Fed's Powell pressed on banking, climate, crypto regulations during Senate testimony

·3 min read

Monetary policy wasn't the only focus for Federal Reserve Chair Powell when he fielded questions from the Senate Banking Committee on Tuesday.

Republican lawmakers also pressed Powell for more clarity about capital requirements for big banks, cryptocurrencies, and climate regulation.

Banks fear the Federal Reserve is planning to increase the amount of funding financial institutions need on hand to absorb future losses following comments from the Fed’s Vice Chair of Supervision, Michael Barr, about a "holistic review" of those capital requirements given late last year.

Republican Ranking Member Tim Scott (R-SC) expressed concerns about this review in a letter to Powell last week and again during Tuesday’s hearing.

"Increased capital does not necessarily provide an increased benefit and requiring banks to hold capital that is not risk based and appropriately tailored to a bank size scope and activities can cause more harm than good," said Scott.

Powell assured Scott the Fed will follow the law when it comes to reassessing capital requirements and that any proposals will be tailored to the risk, size, and complexity of an individual bank.

Federal Reserve Chair Jerome H. Powell testifies before a U.S. Senate Banking, Housing, and Urban Affairs Committee hearing on
Federal Reserve Chair Jerome H. Powell testifies before a U.S. Senate Banking, Housing, and Urban Affairs Committee hearing on "The Semiannual Monetary Policy Report to the Congress" on Capitol Hill in Washington, U.S., March 7, 2023. REUTERS/Kevin Lamarque

Scott also asked Powell about a letter he and House Financial Services Chair Patrick McHenry (R-NC) sent to Securities & Exchange Commission Chair Gary Gensler asking him to rescind the agency's proposed climate disclosure rule that would require publicly traded companies to reveal their greenhouse gas emissions.

Scott said he found it troubling that the Fed is considering testing banks' ability to withstand climate-related scenarios.

"Banks have and continue to account for weather-related risks in their risk management. But efforts that attempt to predict climate change far into the future fall outside the scope of…their authority," said Scott.

"Importantly, the level of speculation required in these models should highlight their arbitrary and capricious nature at a time when our economy is suffering from historically high inflation."

Powell said he agreed the Fed does not have the authority to use its monetary policy to wade into climate policies. Powell stood by comments made in January the Fed should resist the temptation to broaden the central bank's scope to include social issues, including climate change.

In January, Powell said without explicit congressional legislation, it would be inappropriate for the Fed to use monetary policy to promote a greener economy. "We are not and will not be a climate policymaker," said Powell.

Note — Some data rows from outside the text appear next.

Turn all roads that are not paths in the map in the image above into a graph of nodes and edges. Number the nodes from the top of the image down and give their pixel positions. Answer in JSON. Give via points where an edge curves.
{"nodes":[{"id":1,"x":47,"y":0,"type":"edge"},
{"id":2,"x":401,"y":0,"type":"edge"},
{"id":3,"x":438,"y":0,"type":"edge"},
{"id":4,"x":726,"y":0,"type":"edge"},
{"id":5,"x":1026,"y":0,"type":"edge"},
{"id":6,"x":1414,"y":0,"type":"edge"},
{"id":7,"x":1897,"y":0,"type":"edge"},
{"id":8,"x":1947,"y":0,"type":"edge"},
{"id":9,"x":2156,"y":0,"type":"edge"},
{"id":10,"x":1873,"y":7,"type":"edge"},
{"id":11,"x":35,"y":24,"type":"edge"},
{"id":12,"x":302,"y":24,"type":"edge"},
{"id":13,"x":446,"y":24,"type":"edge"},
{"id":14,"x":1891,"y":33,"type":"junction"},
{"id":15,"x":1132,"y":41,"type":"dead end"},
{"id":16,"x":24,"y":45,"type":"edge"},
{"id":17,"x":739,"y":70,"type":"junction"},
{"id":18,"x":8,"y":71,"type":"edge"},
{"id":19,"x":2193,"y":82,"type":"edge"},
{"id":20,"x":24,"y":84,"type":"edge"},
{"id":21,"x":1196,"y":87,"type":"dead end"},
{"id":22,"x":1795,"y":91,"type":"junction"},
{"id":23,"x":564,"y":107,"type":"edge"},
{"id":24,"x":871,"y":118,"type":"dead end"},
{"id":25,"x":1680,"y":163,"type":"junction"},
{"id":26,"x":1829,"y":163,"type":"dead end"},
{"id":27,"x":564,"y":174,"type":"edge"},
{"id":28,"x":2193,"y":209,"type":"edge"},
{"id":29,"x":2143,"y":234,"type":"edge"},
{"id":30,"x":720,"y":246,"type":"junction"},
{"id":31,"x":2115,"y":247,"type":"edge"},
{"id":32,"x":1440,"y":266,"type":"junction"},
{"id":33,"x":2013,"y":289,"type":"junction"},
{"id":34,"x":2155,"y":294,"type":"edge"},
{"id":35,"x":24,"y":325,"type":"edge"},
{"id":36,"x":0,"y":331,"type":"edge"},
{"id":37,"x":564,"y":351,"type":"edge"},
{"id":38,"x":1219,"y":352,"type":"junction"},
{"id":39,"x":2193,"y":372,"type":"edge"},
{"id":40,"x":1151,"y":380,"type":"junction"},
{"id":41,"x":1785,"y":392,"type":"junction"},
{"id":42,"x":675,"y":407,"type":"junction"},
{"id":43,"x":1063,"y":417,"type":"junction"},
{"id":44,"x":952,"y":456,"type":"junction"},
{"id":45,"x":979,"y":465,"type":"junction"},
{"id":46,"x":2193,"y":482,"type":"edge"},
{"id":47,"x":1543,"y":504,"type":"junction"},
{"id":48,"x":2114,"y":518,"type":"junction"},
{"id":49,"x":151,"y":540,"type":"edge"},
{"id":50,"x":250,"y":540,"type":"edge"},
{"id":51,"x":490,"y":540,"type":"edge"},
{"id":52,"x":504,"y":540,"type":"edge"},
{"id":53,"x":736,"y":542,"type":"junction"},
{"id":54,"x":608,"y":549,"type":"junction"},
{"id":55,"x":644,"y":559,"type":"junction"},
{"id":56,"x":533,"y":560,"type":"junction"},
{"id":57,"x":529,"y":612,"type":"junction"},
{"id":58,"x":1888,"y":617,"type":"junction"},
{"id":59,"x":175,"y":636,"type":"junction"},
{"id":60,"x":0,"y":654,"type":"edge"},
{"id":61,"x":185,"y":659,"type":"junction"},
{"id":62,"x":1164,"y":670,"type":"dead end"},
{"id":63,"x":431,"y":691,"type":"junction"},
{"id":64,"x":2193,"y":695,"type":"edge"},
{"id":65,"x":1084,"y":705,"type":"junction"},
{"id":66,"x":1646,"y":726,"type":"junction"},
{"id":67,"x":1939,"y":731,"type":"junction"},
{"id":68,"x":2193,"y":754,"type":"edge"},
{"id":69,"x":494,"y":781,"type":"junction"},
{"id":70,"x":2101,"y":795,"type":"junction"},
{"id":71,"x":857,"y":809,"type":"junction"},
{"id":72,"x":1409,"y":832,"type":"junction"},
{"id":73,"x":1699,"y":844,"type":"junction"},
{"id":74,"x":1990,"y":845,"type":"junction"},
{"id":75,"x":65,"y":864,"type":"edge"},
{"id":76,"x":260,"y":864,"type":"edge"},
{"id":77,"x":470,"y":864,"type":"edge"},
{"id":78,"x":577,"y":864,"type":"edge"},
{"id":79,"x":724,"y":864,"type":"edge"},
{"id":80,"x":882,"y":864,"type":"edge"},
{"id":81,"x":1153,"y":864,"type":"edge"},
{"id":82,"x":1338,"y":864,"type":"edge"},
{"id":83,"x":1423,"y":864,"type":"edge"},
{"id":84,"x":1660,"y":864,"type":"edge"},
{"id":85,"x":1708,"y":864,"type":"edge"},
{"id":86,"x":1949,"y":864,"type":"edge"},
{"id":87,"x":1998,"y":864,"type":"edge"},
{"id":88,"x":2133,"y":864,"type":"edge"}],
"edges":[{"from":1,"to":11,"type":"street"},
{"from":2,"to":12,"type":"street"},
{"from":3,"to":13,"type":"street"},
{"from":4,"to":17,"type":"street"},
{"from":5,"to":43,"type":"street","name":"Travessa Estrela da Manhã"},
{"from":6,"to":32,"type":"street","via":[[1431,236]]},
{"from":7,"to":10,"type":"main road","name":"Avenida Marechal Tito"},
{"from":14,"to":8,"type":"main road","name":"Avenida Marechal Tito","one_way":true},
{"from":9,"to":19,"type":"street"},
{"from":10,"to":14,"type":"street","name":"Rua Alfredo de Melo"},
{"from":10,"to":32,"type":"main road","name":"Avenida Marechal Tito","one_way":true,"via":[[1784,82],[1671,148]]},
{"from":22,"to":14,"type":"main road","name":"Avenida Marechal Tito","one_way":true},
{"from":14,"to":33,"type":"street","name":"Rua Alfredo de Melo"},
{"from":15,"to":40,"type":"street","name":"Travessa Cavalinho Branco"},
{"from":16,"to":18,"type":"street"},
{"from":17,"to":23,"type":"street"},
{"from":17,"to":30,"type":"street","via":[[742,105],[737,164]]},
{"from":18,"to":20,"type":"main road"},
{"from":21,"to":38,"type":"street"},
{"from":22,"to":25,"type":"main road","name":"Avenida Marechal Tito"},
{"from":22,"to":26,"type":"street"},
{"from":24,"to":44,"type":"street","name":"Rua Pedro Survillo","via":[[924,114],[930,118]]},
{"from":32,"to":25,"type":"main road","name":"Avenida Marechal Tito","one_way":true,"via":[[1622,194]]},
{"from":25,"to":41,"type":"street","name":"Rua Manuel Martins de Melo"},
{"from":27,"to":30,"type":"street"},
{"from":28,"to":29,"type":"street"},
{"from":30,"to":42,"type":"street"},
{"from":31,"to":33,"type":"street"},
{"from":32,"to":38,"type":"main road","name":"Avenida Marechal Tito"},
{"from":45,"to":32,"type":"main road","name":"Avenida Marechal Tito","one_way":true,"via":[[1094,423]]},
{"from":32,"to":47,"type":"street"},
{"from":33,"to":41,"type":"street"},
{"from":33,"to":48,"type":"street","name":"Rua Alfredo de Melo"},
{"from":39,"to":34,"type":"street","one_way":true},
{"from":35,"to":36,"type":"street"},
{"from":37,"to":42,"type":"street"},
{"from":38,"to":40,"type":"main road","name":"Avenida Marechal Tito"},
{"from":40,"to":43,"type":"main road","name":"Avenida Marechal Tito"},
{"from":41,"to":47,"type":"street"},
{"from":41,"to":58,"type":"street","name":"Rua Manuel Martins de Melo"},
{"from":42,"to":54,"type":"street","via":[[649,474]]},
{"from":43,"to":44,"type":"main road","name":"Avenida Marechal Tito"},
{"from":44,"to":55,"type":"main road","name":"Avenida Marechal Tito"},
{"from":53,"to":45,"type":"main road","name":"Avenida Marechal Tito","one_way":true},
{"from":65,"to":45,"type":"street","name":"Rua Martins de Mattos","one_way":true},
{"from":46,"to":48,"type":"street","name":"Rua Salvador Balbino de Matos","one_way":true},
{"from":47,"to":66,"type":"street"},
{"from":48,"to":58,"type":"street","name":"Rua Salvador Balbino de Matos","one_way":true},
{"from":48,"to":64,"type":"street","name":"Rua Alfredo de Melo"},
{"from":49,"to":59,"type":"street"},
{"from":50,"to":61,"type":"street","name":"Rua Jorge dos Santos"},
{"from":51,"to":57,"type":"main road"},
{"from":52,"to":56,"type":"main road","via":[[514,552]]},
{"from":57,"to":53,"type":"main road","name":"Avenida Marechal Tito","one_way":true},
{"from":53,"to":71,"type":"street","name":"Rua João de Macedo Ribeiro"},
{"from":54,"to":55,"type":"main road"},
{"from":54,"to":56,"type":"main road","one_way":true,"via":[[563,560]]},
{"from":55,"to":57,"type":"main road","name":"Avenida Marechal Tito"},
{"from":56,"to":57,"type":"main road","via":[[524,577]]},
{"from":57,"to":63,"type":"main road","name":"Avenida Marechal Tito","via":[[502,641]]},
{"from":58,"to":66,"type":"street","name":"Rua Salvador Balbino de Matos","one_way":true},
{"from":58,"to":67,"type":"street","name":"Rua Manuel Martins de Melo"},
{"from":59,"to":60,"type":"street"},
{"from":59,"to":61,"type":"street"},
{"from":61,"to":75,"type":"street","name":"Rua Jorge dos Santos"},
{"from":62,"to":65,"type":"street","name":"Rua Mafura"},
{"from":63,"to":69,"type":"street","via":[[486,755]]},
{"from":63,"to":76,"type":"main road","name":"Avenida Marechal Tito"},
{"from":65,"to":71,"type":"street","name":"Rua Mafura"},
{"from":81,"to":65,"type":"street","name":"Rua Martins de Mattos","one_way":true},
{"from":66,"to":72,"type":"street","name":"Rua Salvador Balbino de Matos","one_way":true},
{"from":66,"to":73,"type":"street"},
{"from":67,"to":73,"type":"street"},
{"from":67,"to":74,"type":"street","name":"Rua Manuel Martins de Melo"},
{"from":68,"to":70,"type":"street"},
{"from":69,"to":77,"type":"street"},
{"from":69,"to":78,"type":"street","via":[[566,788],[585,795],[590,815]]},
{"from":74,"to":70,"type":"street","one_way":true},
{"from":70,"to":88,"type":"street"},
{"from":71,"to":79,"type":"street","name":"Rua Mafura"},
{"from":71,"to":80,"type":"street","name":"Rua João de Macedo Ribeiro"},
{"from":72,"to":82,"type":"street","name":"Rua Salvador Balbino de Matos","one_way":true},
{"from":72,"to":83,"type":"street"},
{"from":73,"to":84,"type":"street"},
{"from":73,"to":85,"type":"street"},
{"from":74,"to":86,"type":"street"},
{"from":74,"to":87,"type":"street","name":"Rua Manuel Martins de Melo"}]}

Powell was also asked about cryptocurrencies and their risks to financial institutions.

Powell said stablecoins on public blockchains have proven to be susceptible to fraud and money laundering, and thus are not tools "consistent" with sound banking. Though he said stablecoins that are regulated the same as comparable products could have a place in banking.

"Like everyone else we’ve been watching what’s been happening in the crypto space and what we see is quite a lot of turmoil, we see fraud, we see a lack of transparency, we see run risk, we see lots of things like that," Powell said.

"What we’ve been doing is making sure that the regulated financial institutions that we supervise and regulate are careful and taking great care in the ways they engage with the whole crypto space."